Best Looking Films Shot In Color?

Started by Robert W, October 12, 2013, 09:39:59 PM

Previous topic - Next topic

Robert W

For me it's,

The Wizard of Oz
To Catch A Thief
Blood And Black Lace
The Godfather
Suspira

Yes? No?

Wich2

Those are good.

- BLACK ORPHEUS
- JUNGLE BOOK (original)
- SNOW WHITE (original)
- PHANTOM OF THE OPERA (Rains)
- SHE WORE A YELLOW RIBBON

Mord

Maybe not THE best shot, but Hammer brought color to horror.

Bonomo


Mike Scott

Jack Cardiff's "Black Narcissus" and "The Red Shoes".



CREATURE FAN
[img]http://imageshack.com/a/img840/6826/nimj.jpg[/img]
Visit My Monster Magazines Website

Haunted hearse

Many of the Hammer horor films were definately great colour movies.  I also like the color in the AIP films with Vincent Price and Boris Karloff.  On the subject of Price, "House of Wax", is among the first of the post World War 2 horror films in color, and it looks great to this day.
What ever happened to my Transylvania Twist?

DoctorDeath

Dr. Cyclops is a film that looks incredible due to the color. I don't think it would be nearly as effective if it was in black and white (and I love black and white!)

Illoman

Robin Hood with Errol Flynn, or The Quiet Man with John Wayne.

Splitty

LOVED Suspiria. What a feast for the eyeballs. And I second/third/fourth all Hammer films too for sure.

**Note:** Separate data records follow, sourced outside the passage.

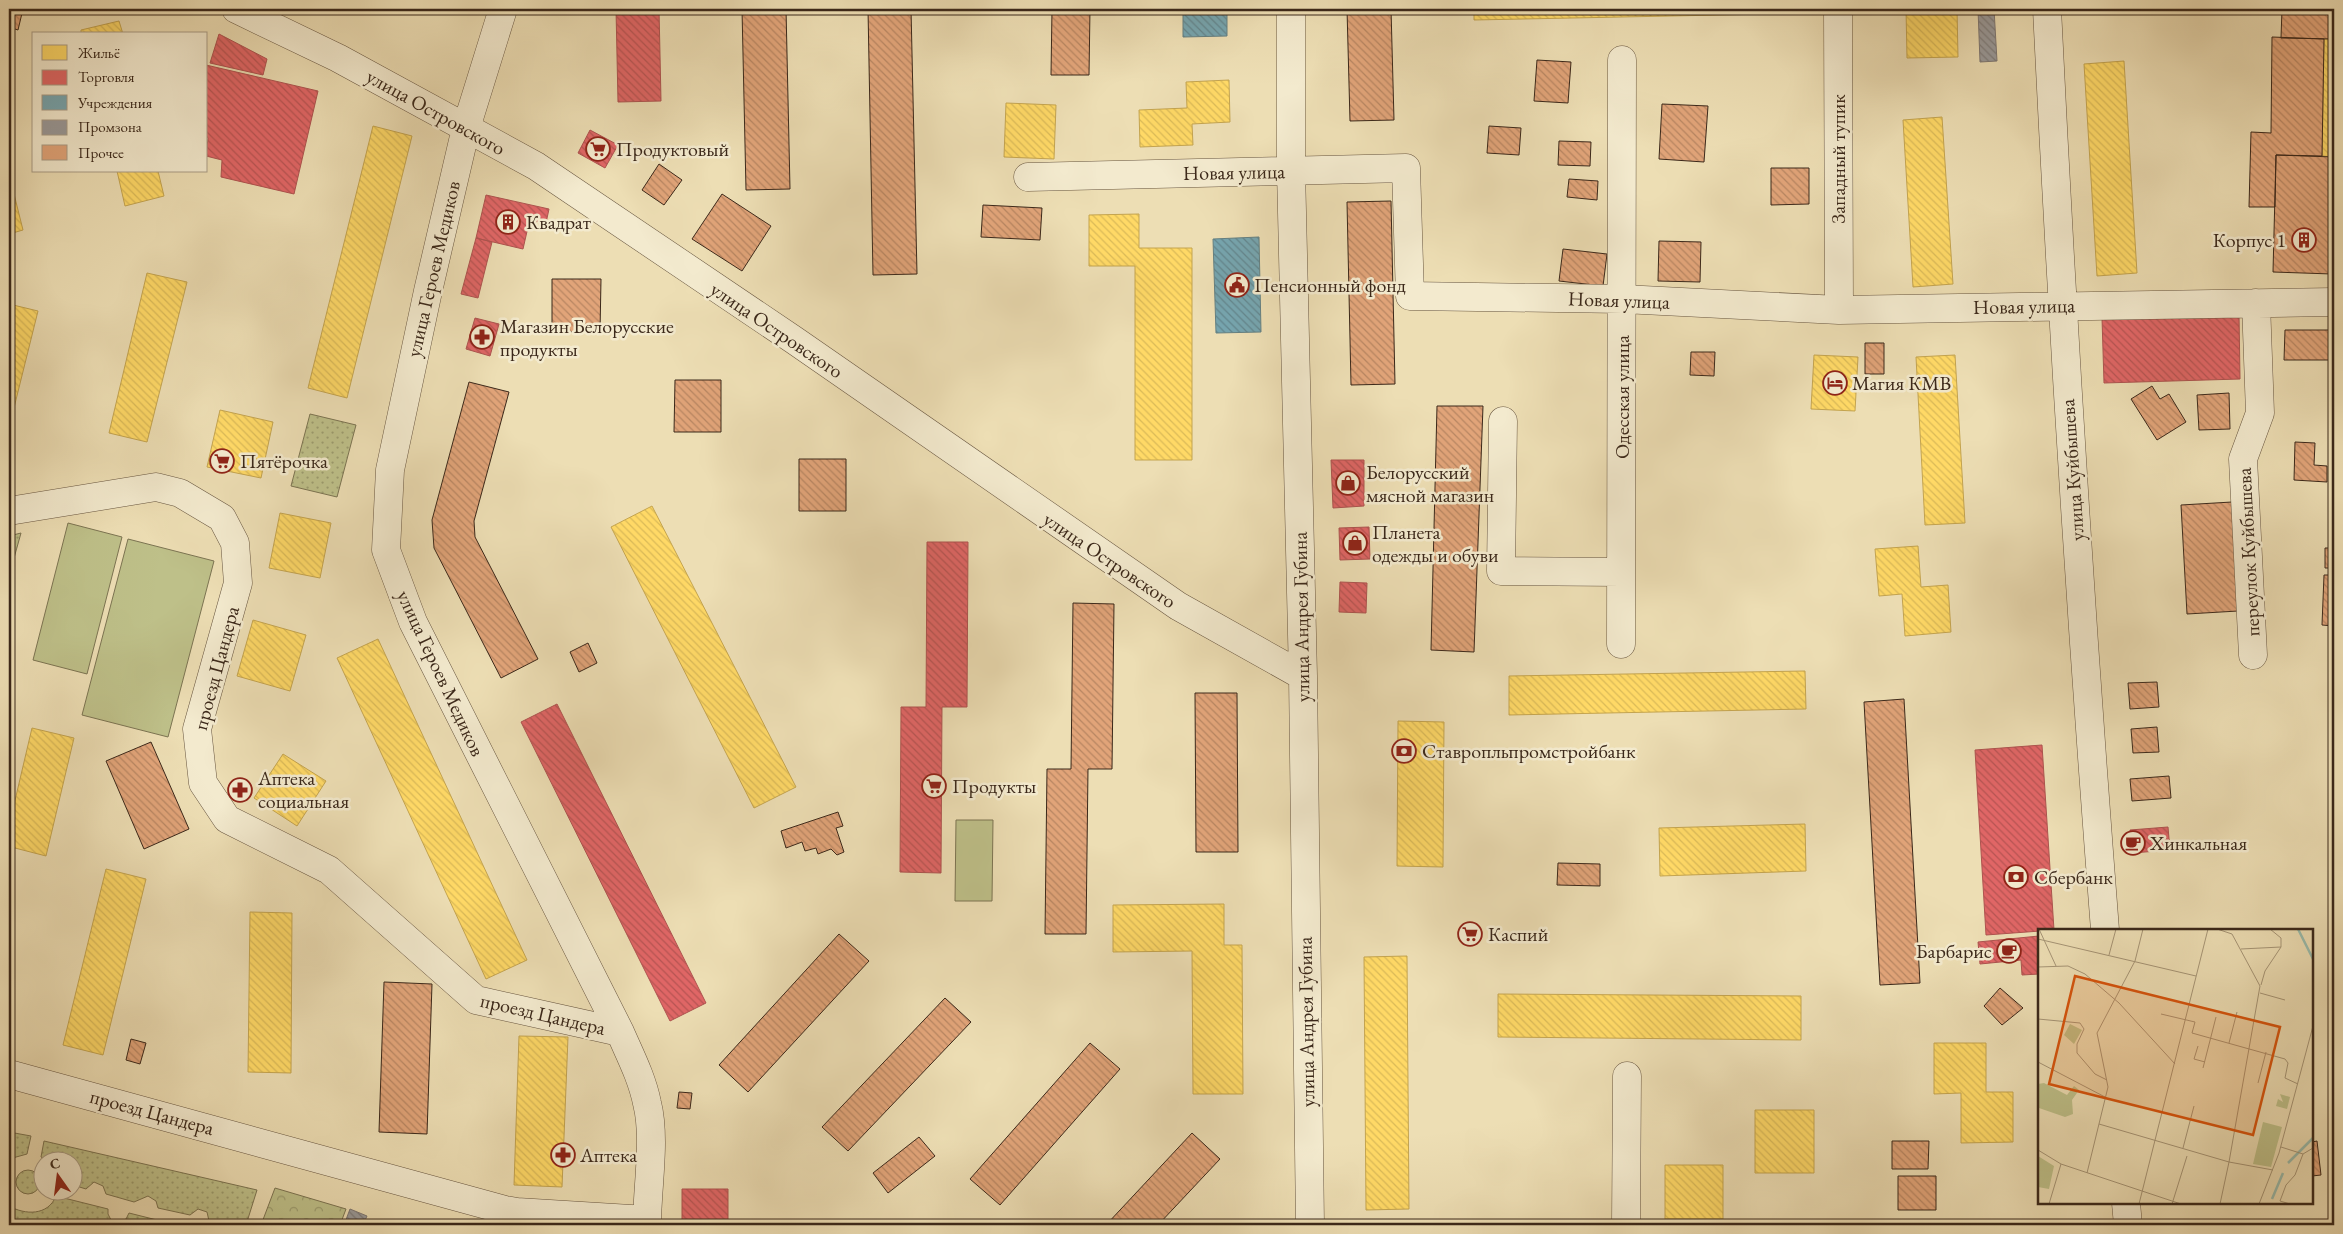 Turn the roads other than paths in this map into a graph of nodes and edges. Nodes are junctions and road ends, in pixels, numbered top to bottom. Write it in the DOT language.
graph roads {
  1 [pos="236,9"];
  2 [pos="503,9"];
  3 [pos="1291,9"];
  4 [pos="1838,9"];
  5 [pos="2047,9"];
  6 [pos="1622,60"];
  7 [pos="466,128"];
  8 [pos="1291,170"];
  9 [pos="1028,177"];
  10 [pos="1623,299"];
  11 [pos="2334,302"];
  12 [pos="2256,303"];
  13 [pos="2062,306"];
  14 [pos="1839,310"];
  15 [pos="1503,421"];
  16 [pos="9,510"];
  17 [pos="1622,572"];
  18 [pos="1621,644"];
  19 [pos="2254,654"];
  20 [pos="1303,676"];
  21 [pos="2106,929"];
  22 [pos="620,1032"];
  23 [pos="9,1074"];
  24 [pos="1627,1076"];
  25 [pos="2126,1204"];
  26 [pos="647,1223"];
  27 [pos="1310,1225"];
  28 [pos="1626,1225"];
  29 [pos="2128,1225"];
  1 -- 7 [label="street, улица Островского"];
  2 -- 7 [label="street, улица Героев Медиков"];
  3 -- 8 [label="street, улица Андрея Губина"];
  4 -- 14 [label="street, Западный тупик"];
  5 -- 13 [label="street, улица Куйбышева"];
  6 -- 10 [label="street, Одесская улица"];
  7 -- 20 [label="street, улица Островского"];
  7 -- 22 [label="street, улица Героев Медиков"];
  8 -- 9 [label="street, Новая улица"];
  8 -- 10 [label="street, Новая улица"];
  8 -- 20 [label="street, улица Андрея Губина"];
  10 -- 14 [label="street, Новая улица"];
  10 -- 17 [label="street, Одесская улица"];
  11 -- 12 [label="street, Новая улица"];
  12 -- 13 [label="street, Новая улица"];
  12 -- 19 [label="street, переулок Куйбышева"];
  13 -- 14 [label="street, Новая улица"];
  13 -- 21 [label="street, улица Куйбышева"];
  15 -- 17 [label="street"];
  16 -- 22 [label="street, проезд Цандера"];
  17 -- 18 [label="street, Одесская улица"];
  20 -- 27 [label="street, улица Андрея Губина"];
  22 -- 26 [label="street, улица Героев Медиков"];
  23 -- 26 [label="street, проезд Цандера"];
  24 -- 28 [label="street"];
  25 -- 29 [label="street"];
}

I looked over my DVD list, and a few popped out that I immediately associated how gorgeous they looked with the film.
For the older ones, Mary Poppins is always fun. 
I've only seen 1955's Kismet once, but I remember it being quite fanciful.
I loved the style of Glass Slipper (1955), but it only has a grungy old VHS release (no DVD except Amazon DVDr for cryin' out loud!). If they were to restore that, I bet it'd be quite fantastic!

I LOVED the rich vibrant colors of Blue Velvet. Deep reds and blues. If you like that kinda noir neon pop color, Liquid Sky or Union City with Deborah Harry (a really neat little indie movie) are beautiful.

For martial arts fantasy mayhem, there's always Boxer's Omen or Legend of Zu as examples.  Kinda reminds me of the Oz the Great and Powerful I just saw. I mean, egads. I don't know if anything can top that.

And I'm such a nerd.  Although the movie itself wasn't that great (2nd rate writing and all that), the 'horror' movie The Cave (2005) was visually incredible. They took a real cinematographic camera underwater and underground and (for the first time of that quality I think) filmed amazing expanses of the most gorgeous and colorful under-the-earth alien landscapes that most of us will never see. I couldn't believe my eyeballs. Love that kind of stuff.

I've always enjoys too-much-stuff-to-comprehend movies like Brazil, City of Lost Children, and Delicatessen, Pans Labyrinth too.


Mord

Thanks for mentioning "Blue Velvet". It has some amazing color (also "Mulholland Dr.).

monsternik

Rear window, Hitchcock. it is one of my favorite movies simply due to the color and way he framed the film.
We all go a little mad sometimes.

Gillfan

Singin' In The Rain.

Technicolor 3 strip process is amazing. When you actually watch it projected on film, not a digital projection, the blacks are amazing. When I read about what they were trying to do with 2001 and how Kubrick was concerned about how black isn't really back since you are shining light to make the darkness, I wondered why he didn't use the 3 strip process.

Dr.Cyclops

"A Castle without a Crypt is like a Unicorn without a Horn" ~ Professor Abronsius

DrBo

Quote from: Robert W on October 12, 2013, 09:39:59 PM
For me it's,

The Wizard of Oz
To Catch A Thief
Blood And Black Lace
The Godfather
Suspira

Yes? No?

Black and Black Lace, for my personnal taste - definitely.

Else, I'd go with Wizard of Oz or Suspiria.


mjaycox

My favorite color films from a purely cinematographic point of view:

1) Vertigo
2) The Quiet Man
3) Barry Lyndon
4) Days of Heaven
5) Singin' in the Rain
6) The Adventures of Robin Hood (My Fvaorite technicolor film)
7) Wizard of Oz
8 ) The Searchers
9) Leave Her To Heaven
10) Excalibur
11) Chinatown
12) Taxi Driver
13) Hamlet (1996)
14) Halloween
15) The Godfather

These exist on this list in this ranking solely because of my feeling toward their cinematography. Certainly there are others, but these are the ones I return to time and again and marvel at the gorgeousness of the photography.

Matt
"I don't want to live in the past. I just don't want to lose it."